#### [WHAT IS REQUIRED]
Find every line of the data below that has "Denverplein" in it. Reply with the number only.

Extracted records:
◆ ◆ ◆ ◆
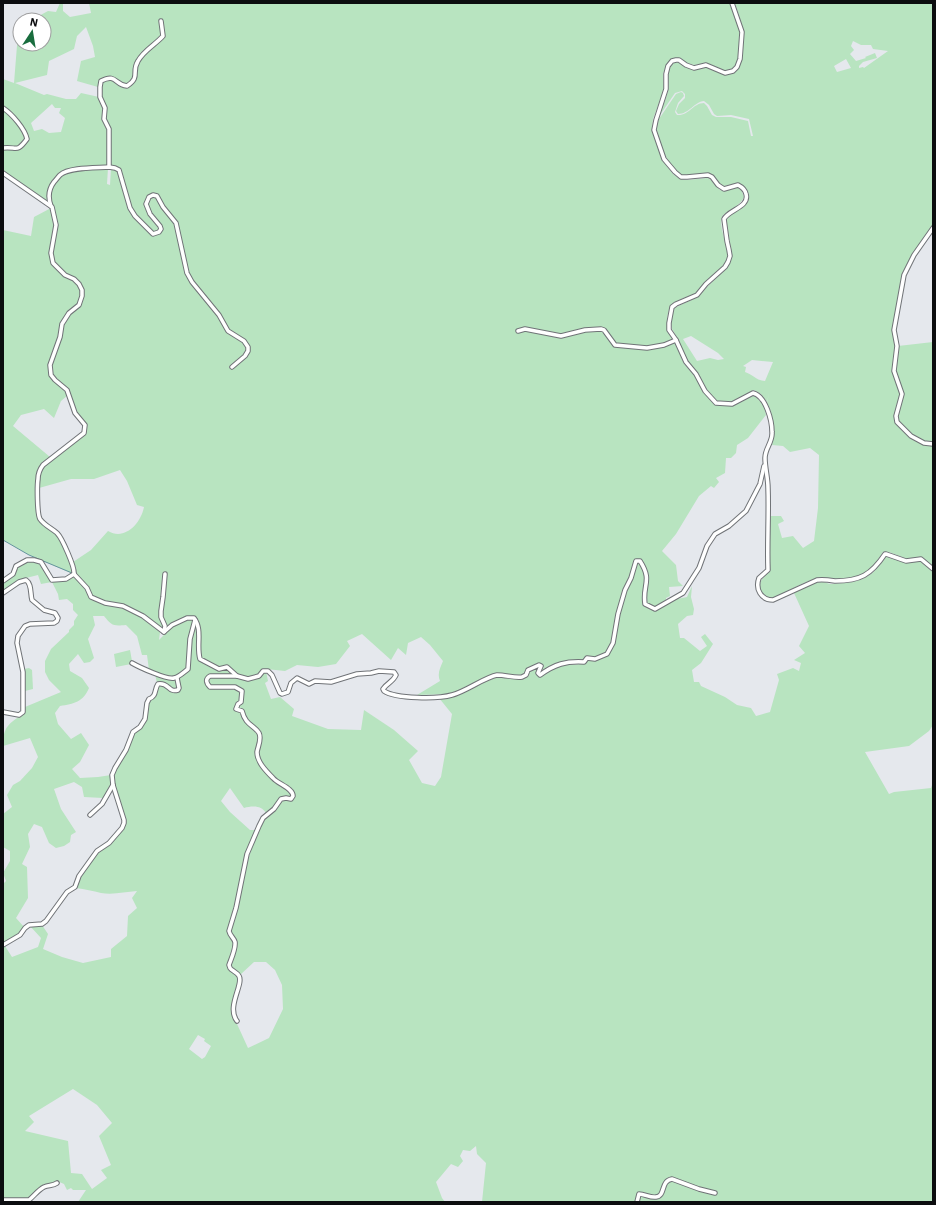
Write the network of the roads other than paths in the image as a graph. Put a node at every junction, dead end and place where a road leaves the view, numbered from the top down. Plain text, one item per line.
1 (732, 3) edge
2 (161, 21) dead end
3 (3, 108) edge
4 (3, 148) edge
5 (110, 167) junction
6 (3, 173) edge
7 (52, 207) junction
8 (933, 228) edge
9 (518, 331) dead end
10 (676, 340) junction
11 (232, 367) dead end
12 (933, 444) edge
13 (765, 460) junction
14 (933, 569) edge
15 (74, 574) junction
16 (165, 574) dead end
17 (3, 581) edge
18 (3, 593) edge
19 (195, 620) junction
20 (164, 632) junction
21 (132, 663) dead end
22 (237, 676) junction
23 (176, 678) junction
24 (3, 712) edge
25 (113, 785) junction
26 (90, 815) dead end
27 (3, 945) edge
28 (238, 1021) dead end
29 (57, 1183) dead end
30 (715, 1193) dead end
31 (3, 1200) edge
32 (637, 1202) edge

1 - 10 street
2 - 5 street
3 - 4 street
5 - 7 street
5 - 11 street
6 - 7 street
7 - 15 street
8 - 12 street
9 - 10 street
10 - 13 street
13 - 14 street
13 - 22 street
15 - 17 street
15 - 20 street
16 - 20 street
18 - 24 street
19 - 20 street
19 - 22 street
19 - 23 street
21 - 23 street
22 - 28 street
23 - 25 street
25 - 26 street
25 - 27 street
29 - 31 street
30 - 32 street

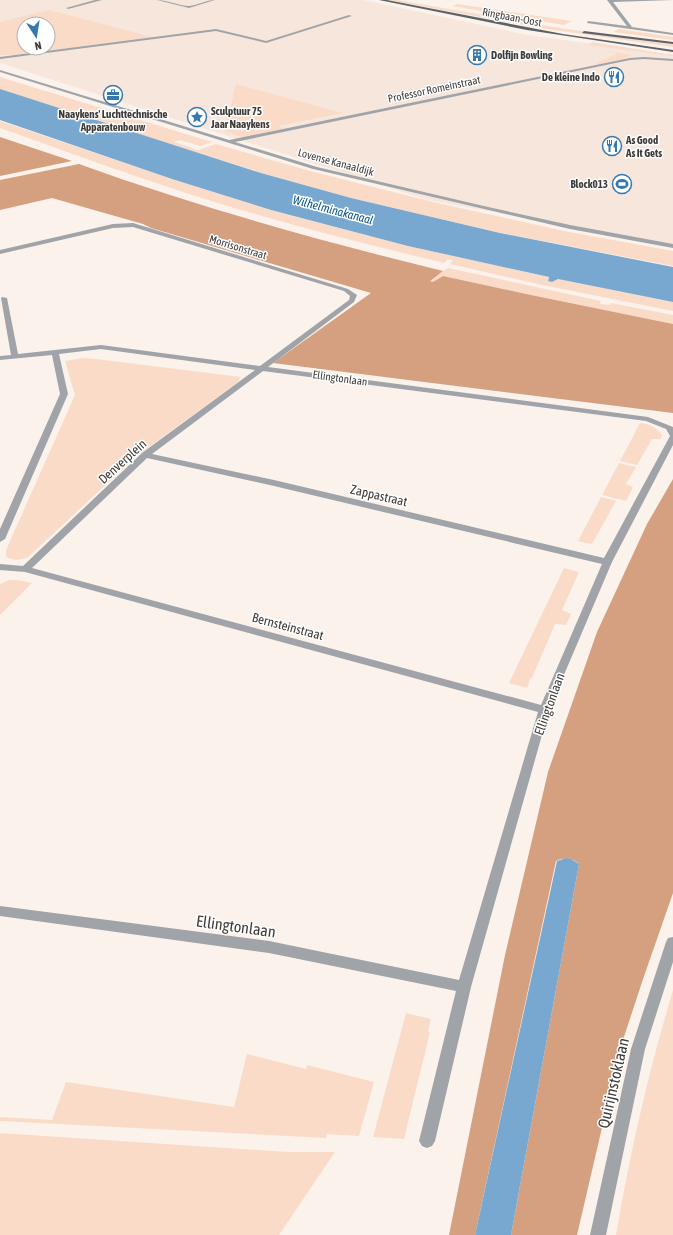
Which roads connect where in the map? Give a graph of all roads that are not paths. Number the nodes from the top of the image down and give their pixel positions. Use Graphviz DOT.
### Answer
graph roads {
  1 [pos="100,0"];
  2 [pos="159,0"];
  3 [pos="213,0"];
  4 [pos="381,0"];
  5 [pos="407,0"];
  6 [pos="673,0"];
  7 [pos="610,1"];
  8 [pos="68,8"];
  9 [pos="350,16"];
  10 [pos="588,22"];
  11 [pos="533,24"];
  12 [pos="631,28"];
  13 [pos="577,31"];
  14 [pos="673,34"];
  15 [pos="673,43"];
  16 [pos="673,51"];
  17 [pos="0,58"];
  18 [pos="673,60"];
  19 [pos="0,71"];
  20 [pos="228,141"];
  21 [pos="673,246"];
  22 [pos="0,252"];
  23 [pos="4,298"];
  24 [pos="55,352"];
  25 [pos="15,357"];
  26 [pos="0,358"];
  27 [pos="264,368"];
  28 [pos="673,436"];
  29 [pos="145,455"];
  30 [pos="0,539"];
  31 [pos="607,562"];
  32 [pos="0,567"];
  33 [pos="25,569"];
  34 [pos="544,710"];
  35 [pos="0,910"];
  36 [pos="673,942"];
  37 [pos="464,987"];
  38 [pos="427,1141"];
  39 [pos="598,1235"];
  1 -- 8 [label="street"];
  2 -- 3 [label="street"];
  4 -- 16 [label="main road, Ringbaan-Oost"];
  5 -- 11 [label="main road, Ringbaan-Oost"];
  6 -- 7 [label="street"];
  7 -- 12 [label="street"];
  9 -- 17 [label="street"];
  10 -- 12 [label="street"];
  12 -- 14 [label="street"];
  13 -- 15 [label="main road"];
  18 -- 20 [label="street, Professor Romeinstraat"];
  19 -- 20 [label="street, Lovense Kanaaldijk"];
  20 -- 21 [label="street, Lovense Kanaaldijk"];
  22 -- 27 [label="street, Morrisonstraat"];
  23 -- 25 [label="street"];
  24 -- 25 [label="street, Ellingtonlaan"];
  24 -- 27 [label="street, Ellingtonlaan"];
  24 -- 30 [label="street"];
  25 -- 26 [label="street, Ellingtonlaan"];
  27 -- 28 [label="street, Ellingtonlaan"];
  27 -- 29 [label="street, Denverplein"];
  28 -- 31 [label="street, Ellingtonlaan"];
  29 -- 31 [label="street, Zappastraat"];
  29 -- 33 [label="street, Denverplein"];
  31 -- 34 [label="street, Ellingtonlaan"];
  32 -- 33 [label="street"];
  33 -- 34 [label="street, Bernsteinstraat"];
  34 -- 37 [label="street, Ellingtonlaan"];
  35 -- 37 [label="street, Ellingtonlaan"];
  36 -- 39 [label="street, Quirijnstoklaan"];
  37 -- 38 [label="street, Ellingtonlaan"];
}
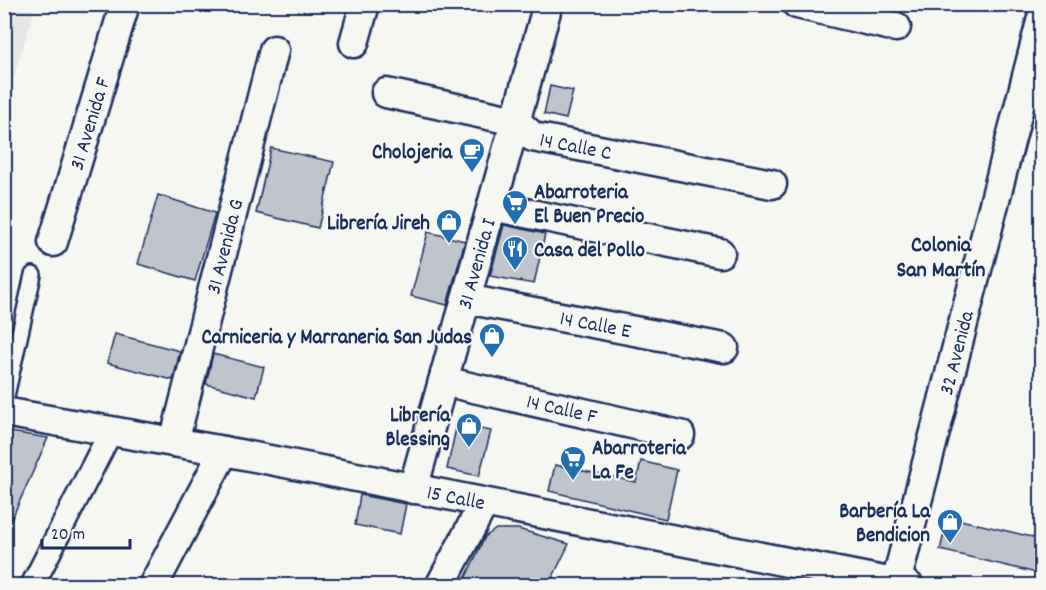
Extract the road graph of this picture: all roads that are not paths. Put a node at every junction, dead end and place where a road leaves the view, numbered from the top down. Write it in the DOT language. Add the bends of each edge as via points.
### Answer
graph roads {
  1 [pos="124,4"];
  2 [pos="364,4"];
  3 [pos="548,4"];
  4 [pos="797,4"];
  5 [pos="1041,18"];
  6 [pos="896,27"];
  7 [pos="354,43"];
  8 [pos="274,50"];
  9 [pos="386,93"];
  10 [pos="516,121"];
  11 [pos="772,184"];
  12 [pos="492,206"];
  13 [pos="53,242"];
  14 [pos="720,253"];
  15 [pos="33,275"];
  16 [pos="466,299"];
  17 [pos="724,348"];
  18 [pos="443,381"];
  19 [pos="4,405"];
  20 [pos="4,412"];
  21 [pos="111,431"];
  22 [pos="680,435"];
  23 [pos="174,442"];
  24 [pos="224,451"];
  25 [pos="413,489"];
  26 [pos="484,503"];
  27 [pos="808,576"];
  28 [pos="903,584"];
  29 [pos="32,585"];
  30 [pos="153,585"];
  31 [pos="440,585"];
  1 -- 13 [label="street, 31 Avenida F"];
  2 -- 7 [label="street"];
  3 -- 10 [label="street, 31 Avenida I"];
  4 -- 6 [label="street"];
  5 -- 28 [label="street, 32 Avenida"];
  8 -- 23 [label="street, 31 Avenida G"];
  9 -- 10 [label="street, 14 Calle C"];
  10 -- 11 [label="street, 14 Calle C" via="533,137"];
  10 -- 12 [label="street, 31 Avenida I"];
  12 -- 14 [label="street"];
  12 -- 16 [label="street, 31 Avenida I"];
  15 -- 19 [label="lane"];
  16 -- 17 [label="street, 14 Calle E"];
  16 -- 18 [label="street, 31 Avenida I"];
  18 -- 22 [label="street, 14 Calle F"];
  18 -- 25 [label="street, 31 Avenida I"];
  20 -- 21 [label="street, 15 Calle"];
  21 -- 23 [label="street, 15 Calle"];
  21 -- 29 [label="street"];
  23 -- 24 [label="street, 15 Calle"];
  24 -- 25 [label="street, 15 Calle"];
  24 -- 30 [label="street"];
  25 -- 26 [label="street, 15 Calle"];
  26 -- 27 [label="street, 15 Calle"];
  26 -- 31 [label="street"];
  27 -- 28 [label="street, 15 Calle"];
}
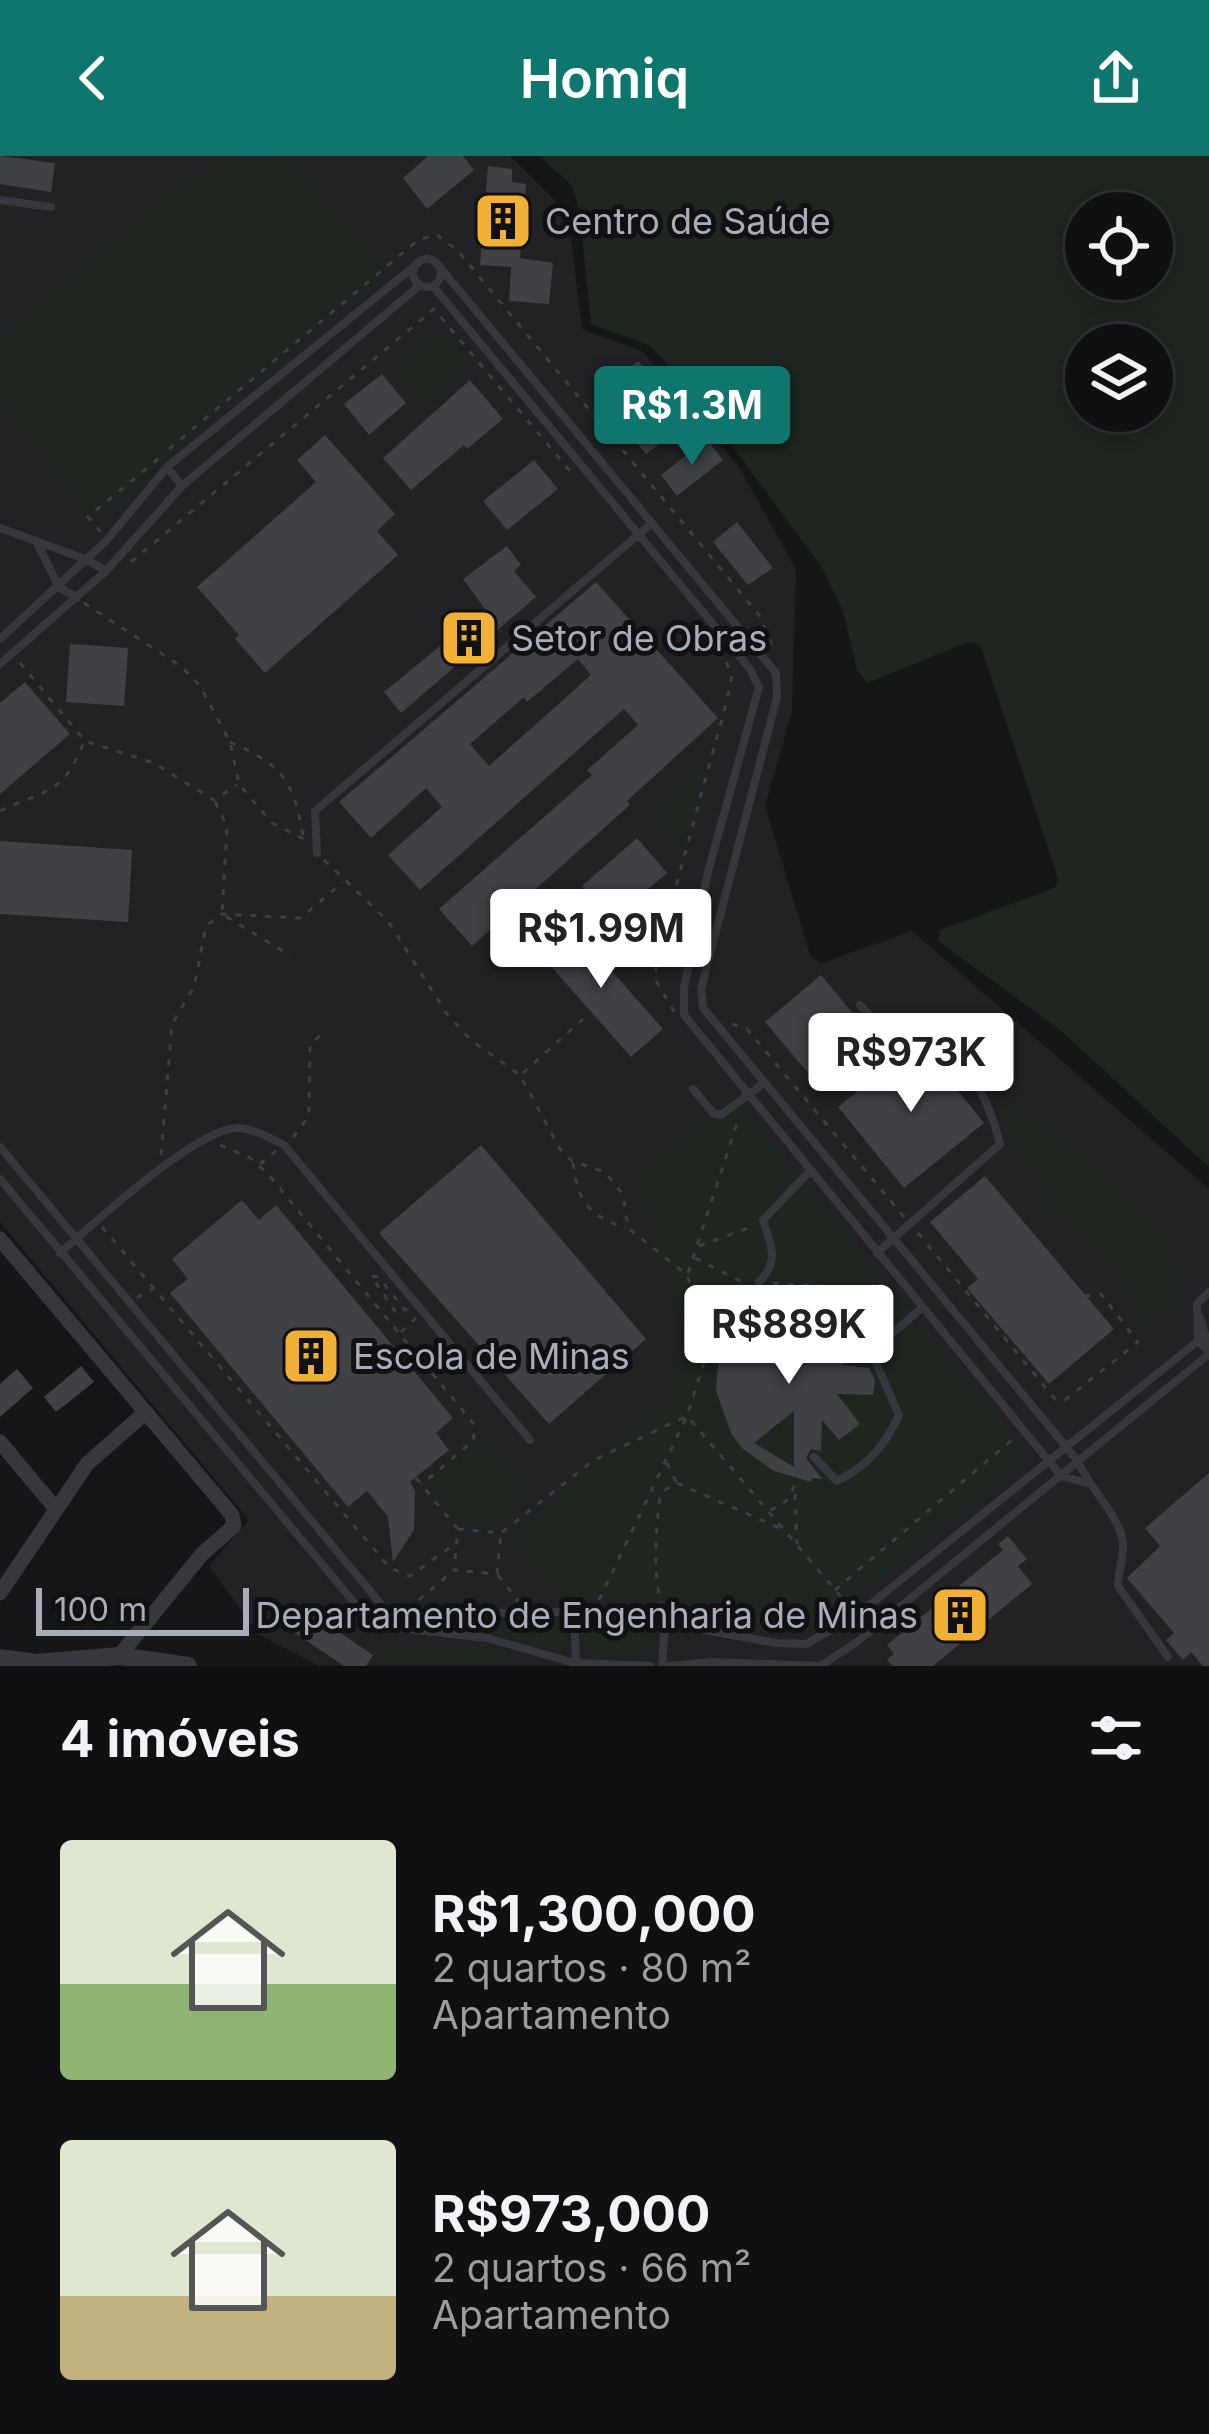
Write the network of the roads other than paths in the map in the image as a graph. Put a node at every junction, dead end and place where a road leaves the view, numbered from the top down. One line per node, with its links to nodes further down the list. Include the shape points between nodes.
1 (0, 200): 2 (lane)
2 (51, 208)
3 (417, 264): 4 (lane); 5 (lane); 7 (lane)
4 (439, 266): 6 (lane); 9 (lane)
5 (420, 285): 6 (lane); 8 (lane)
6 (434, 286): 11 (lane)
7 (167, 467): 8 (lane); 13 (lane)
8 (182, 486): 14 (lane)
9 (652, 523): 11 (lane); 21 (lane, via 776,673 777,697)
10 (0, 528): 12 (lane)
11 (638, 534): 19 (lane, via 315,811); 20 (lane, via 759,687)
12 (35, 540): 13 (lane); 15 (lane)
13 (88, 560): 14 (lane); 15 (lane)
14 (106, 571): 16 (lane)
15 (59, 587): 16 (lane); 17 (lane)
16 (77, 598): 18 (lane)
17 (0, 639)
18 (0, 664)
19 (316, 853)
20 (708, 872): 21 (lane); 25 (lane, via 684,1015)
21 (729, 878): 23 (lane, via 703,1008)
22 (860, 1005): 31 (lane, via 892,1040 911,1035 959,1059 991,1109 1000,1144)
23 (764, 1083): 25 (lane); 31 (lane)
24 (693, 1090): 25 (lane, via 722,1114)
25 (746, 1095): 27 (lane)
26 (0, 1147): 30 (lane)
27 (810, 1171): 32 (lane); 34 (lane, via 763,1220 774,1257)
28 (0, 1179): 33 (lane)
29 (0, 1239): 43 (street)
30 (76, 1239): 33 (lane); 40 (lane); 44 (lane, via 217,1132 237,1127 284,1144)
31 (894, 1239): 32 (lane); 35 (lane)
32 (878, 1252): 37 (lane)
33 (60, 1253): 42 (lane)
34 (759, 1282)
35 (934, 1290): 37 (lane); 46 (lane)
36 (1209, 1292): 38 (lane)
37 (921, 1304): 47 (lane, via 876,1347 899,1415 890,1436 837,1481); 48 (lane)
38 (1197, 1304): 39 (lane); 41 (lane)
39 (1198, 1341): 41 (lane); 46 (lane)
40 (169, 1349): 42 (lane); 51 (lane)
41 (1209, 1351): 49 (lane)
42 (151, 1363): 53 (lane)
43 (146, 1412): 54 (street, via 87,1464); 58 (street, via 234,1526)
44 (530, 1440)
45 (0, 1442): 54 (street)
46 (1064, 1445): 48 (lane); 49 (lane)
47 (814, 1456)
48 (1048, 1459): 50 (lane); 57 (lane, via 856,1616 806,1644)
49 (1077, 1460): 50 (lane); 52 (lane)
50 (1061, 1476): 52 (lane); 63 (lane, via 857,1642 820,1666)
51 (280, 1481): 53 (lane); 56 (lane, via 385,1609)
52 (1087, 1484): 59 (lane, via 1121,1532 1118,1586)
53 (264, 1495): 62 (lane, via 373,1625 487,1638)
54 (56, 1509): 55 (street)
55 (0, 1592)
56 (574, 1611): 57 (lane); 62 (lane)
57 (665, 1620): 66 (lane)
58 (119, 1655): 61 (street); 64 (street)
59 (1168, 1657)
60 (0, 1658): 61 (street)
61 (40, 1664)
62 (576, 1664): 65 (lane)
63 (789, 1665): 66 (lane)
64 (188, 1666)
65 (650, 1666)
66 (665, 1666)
◆ ◆ ◆ ◆
#### [SOLUTION TO THE PROBLEM]
2